**PROVIDED ENTRIES:**
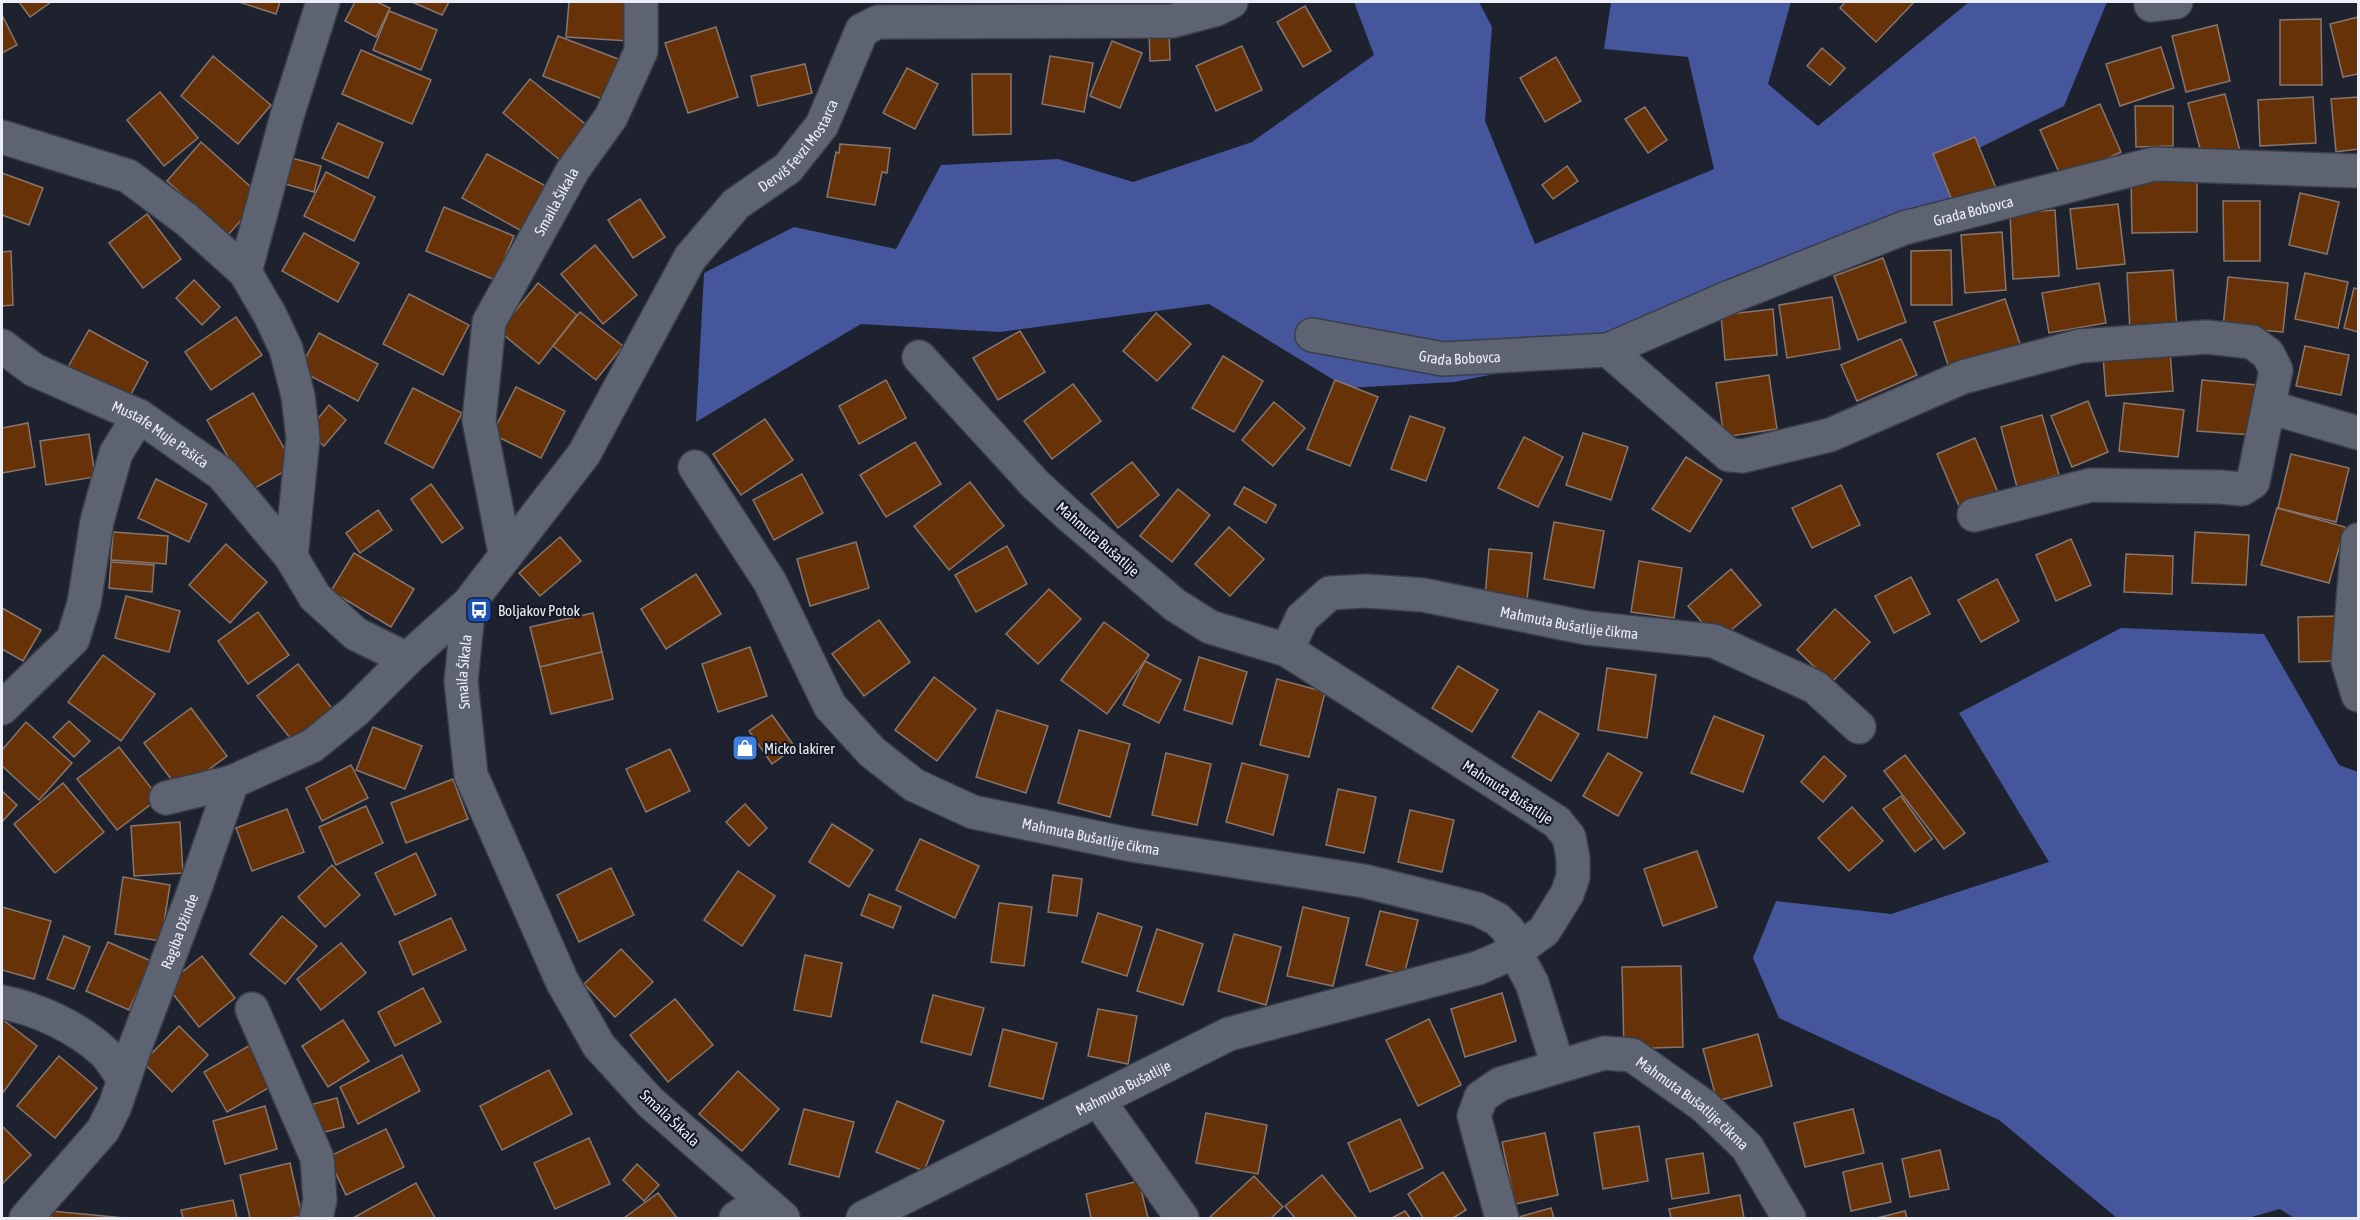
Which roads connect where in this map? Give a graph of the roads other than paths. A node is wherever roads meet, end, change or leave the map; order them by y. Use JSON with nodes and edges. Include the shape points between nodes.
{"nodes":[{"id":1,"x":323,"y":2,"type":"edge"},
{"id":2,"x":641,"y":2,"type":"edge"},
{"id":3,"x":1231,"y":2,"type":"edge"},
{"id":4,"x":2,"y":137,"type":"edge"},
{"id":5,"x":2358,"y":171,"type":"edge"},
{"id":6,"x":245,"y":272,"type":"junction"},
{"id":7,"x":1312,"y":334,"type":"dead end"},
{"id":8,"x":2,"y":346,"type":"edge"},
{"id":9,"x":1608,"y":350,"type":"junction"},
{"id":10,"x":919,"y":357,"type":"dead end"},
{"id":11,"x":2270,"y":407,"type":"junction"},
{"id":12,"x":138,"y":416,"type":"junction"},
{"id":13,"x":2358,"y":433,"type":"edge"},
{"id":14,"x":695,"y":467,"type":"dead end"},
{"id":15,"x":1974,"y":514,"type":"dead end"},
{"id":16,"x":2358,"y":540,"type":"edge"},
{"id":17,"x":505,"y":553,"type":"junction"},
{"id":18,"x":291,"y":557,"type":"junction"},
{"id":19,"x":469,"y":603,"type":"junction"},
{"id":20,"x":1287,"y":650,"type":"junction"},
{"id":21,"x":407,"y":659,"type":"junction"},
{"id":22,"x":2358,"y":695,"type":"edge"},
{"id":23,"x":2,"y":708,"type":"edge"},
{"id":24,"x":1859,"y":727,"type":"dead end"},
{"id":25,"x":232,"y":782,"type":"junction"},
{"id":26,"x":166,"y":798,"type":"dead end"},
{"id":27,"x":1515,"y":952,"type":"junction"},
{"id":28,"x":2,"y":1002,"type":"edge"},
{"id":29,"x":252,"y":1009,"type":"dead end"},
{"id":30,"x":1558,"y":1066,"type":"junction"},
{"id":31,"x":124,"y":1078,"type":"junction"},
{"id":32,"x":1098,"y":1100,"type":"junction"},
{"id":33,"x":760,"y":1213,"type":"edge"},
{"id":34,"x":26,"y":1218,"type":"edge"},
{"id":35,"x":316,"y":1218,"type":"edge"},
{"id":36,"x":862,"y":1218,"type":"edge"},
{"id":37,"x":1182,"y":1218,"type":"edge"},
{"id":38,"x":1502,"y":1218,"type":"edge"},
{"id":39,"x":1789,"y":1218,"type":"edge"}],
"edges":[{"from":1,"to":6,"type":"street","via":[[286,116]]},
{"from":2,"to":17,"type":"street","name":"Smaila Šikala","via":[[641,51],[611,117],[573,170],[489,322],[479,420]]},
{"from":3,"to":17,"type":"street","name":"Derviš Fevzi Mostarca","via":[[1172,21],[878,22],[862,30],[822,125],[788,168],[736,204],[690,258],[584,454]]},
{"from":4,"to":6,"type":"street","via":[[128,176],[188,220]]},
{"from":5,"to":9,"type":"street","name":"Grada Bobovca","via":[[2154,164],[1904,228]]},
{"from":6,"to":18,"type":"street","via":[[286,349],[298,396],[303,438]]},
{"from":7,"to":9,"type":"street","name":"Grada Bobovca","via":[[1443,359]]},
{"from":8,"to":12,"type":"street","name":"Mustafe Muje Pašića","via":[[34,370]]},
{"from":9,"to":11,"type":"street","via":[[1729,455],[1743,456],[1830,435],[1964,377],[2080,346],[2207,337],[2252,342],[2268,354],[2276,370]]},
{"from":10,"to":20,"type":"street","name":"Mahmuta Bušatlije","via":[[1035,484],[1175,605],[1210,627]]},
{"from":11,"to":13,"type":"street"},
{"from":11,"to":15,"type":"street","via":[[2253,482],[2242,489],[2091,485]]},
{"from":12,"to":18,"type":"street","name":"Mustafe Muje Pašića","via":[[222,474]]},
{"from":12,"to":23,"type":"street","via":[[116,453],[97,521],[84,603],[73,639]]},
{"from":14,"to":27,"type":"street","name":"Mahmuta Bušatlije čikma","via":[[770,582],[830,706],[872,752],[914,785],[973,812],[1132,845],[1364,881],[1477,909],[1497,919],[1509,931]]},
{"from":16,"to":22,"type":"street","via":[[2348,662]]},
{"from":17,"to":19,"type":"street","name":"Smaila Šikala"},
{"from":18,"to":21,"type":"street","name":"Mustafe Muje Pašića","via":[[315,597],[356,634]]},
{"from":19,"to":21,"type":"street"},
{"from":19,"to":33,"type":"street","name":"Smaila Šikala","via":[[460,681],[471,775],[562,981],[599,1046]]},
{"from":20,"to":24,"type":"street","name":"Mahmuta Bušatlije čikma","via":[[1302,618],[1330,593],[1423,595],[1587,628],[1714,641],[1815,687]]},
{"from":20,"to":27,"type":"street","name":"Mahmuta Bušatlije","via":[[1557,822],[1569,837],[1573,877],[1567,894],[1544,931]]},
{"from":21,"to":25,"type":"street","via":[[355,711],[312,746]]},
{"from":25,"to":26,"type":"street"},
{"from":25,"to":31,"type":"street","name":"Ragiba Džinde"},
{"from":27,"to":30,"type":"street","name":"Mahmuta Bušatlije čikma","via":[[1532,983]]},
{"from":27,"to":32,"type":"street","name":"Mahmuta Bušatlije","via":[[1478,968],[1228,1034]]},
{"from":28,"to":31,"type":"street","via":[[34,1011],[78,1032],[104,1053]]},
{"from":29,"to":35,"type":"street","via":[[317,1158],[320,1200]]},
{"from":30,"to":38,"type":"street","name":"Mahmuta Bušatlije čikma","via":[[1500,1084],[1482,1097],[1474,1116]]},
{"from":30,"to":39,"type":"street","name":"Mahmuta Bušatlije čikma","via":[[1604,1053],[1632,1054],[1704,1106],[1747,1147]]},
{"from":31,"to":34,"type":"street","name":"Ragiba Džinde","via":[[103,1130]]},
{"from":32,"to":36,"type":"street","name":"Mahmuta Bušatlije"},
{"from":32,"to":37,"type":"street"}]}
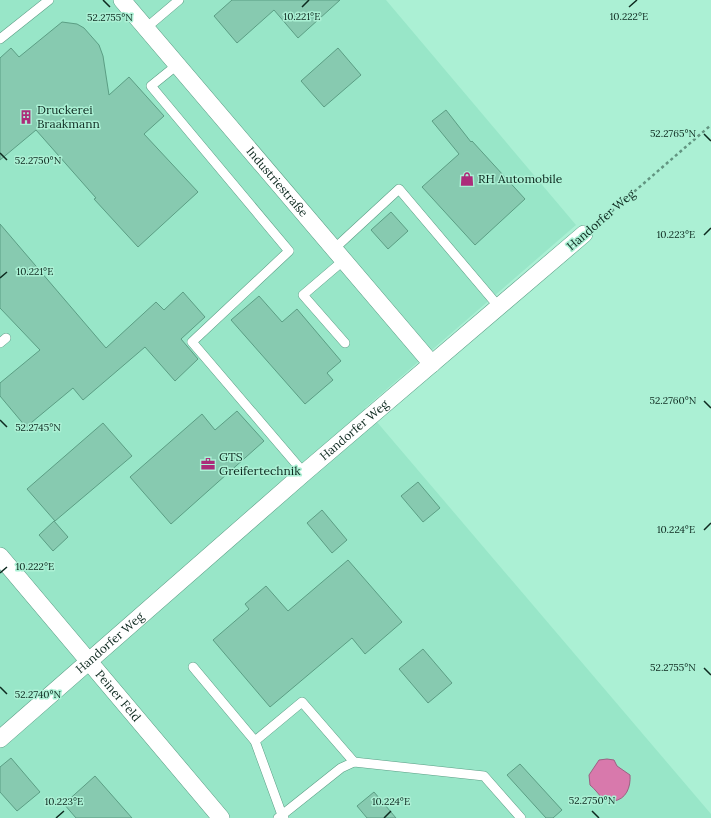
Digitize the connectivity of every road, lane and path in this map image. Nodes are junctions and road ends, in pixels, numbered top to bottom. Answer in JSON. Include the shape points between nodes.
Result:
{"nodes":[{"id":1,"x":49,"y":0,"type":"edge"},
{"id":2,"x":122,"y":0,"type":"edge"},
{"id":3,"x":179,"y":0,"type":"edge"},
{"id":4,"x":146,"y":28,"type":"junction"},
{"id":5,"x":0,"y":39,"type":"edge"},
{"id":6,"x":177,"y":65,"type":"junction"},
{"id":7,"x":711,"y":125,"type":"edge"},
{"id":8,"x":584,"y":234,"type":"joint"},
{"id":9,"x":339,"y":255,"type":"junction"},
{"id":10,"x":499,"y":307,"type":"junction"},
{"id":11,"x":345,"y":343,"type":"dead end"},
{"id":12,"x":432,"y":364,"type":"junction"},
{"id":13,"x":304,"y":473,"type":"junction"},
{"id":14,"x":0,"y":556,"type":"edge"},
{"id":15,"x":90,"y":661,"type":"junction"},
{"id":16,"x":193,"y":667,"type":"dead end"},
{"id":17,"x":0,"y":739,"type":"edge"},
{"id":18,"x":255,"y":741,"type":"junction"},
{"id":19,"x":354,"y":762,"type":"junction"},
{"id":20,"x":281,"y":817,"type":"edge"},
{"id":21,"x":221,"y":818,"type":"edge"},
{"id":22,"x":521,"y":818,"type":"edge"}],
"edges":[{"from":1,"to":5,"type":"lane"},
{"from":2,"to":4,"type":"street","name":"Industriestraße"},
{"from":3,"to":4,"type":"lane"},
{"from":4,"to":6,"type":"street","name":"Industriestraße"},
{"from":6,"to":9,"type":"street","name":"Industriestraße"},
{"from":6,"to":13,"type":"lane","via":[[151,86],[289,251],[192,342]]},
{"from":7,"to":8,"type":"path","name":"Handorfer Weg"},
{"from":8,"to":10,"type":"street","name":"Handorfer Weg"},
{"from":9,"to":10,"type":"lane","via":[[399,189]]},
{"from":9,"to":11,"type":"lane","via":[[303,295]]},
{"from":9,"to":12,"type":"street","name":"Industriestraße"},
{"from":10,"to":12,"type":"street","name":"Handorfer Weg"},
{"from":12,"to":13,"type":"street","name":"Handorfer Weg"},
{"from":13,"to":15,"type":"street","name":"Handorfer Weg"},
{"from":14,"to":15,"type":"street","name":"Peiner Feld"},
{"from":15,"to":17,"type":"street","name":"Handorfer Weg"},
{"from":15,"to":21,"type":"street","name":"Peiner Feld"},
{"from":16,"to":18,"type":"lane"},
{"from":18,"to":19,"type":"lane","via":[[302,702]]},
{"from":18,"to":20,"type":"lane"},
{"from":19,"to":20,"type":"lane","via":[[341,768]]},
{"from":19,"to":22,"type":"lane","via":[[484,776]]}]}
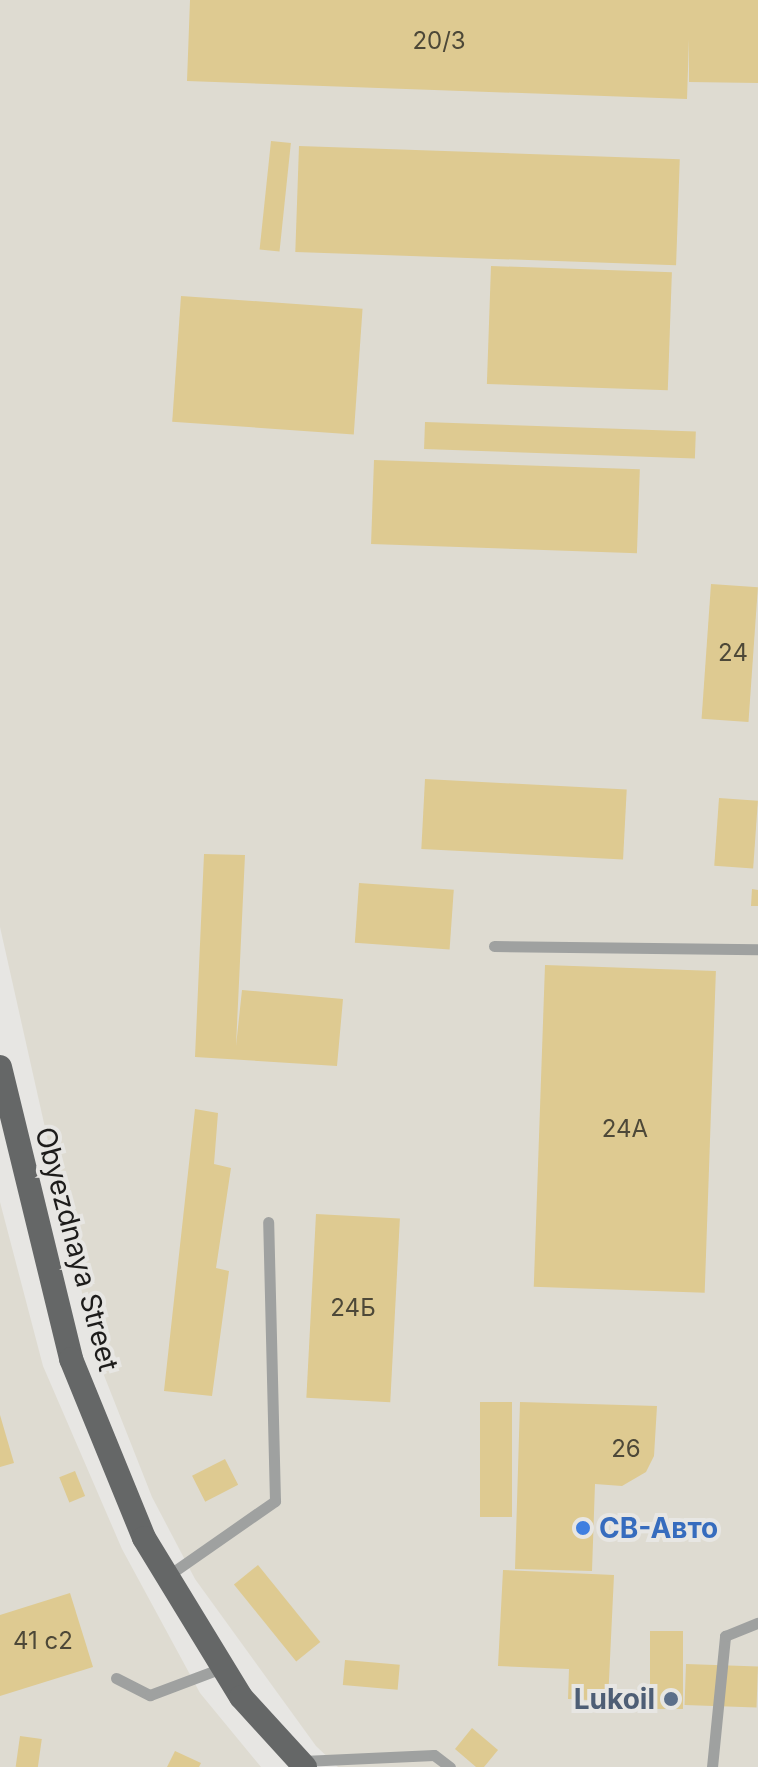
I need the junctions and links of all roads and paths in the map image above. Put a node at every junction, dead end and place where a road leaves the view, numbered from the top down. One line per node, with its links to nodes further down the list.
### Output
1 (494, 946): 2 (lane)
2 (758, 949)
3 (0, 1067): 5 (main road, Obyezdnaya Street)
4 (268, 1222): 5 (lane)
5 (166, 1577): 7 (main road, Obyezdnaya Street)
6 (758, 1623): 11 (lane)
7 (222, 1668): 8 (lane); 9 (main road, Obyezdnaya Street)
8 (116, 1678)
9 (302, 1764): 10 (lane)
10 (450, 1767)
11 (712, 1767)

**WORK ITEM:**
Please make your reply exactly the lines from the one containing "I need the junctions" through the end of the entries above, and nothing more.

**ANSWER FOR THIS EXERCISE:**
I need the junctions and links of all roads and paths in the map image above. Put a node at every junction, dead end and place where a road leaves the view, numbered from the top down. One line per node, with its links to nodes further down the list.
### Output
1 (494, 946): 2 (lane)
2 (758, 949)
3 (0, 1067): 5 (main road, Obyezdnaya Street)
4 (268, 1222): 5 (lane)
5 (166, 1577): 7 (main road, Obyezdnaya Street)
6 (758, 1623): 11 (lane)
7 (222, 1668): 8 (lane); 9 (main road, Obyezdnaya Street)
8 (116, 1678)
9 (302, 1764): 10 (lane)
10 (450, 1767)
11 (712, 1767)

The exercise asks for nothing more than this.